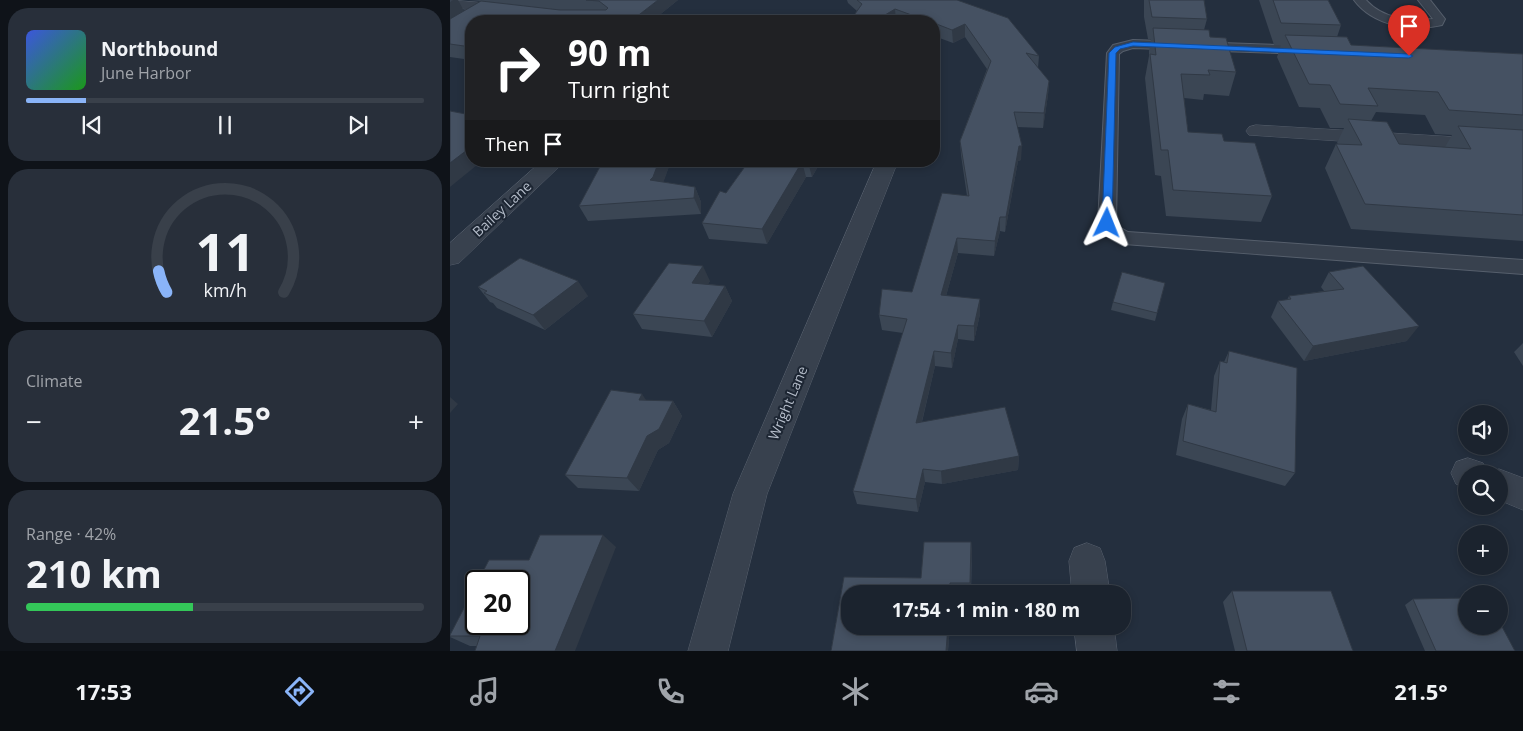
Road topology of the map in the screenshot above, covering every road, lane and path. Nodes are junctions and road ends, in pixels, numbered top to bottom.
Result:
1 (1360, 0) edge
2 (1424, 0) edge
3 (450, 3) edge
4 (486, 7) junction
5 (525, 12) edge
6 (472, 15) edge
7 (1325, 51) edge
8 (1256, 131) dead end
9 (1523, 147) edge
10 (548, 167) edge
11 (886, 167) edge
12 (450, 257) edge
13 (1523, 267) edge
14 (1508, 488) edge
15 (1523, 494) edge
16 (1095, 635) edge
17 (708, 651) edge
18 (1097, 651) edge

1 - 2 lane
3 - 4 street
4 - 5 street
4 - 6 street
7 - 13 lane
8 - 9 street
10 - 12 street, Bailey Lane
11 - 17 street, Wright Lane
14 - 15 street
16 - 18 street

+++

# EXERCISE DETAILS
Could you copy the listing exactly, leaving out any pictures?

# RESPONSE BOX
Road topology of the map in the screenshot above, covering every road, lane and path. Nodes are junctions and road ends, in pixels, numbered top to bottom.
Result:
1 (1360, 0) edge
2 (1424, 0) edge
3 (450, 3) edge
4 (486, 7) junction
5 (525, 12) edge
6 (472, 15) edge
7 (1325, 51) edge
8 (1256, 131) dead end
9 (1523, 147) edge
10 (548, 167) edge
11 (886, 167) edge
12 (450, 257) edge
13 (1523, 267) edge
14 (1508, 488) edge
15 (1523, 494) edge
16 (1095, 635) edge
17 (708, 651) edge
18 (1097, 651) edge

1 - 2 lane
3 - 4 street
4 - 5 street
4 - 6 street
7 - 13 lane
8 - 9 street
10 - 12 street, Bailey Lane
11 - 17 street, Wright Lane
14 - 15 street
16 - 18 street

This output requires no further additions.